[Stored items]
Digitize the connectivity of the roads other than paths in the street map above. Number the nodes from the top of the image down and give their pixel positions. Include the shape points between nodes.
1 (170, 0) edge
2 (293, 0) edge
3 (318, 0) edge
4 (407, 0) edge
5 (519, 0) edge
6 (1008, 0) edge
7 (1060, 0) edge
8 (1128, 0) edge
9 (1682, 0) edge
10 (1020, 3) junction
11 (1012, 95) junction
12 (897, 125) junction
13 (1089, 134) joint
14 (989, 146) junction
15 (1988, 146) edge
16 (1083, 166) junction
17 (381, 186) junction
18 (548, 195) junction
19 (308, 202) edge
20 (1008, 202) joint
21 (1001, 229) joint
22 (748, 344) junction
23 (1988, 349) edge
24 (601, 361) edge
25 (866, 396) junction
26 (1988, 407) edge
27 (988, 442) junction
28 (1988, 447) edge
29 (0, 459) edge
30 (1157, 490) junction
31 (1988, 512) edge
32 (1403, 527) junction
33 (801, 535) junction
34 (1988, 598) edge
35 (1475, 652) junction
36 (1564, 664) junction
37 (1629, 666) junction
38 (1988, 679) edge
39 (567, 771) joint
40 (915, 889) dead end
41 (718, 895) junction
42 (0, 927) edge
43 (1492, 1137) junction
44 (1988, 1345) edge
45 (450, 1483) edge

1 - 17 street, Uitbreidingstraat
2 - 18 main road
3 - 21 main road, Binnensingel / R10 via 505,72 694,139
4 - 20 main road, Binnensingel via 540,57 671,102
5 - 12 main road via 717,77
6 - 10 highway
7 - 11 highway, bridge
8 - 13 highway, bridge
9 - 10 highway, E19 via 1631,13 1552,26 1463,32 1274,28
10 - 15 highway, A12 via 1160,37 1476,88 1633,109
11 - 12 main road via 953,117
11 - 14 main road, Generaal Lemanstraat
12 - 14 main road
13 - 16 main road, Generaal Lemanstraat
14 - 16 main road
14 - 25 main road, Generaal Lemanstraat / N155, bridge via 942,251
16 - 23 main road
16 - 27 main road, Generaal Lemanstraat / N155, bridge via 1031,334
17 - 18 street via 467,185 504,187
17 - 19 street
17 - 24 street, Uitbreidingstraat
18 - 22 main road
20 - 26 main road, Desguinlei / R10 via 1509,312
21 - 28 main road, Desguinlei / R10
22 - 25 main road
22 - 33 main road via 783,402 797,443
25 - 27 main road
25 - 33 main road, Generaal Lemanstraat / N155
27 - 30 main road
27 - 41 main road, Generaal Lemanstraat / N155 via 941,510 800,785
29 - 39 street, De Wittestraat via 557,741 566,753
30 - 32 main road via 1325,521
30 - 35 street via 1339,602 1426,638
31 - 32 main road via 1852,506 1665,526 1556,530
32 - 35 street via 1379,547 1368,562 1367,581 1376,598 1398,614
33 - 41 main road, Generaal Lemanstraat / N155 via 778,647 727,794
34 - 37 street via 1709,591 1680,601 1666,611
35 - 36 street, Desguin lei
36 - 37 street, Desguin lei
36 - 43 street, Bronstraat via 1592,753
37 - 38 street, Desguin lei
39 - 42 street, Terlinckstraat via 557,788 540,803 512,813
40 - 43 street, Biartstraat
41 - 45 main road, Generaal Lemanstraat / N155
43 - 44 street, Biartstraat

- [What is needed] The number of lines in the data that hold "bridge" must be the entire answer.

- [Output of the exercise] 4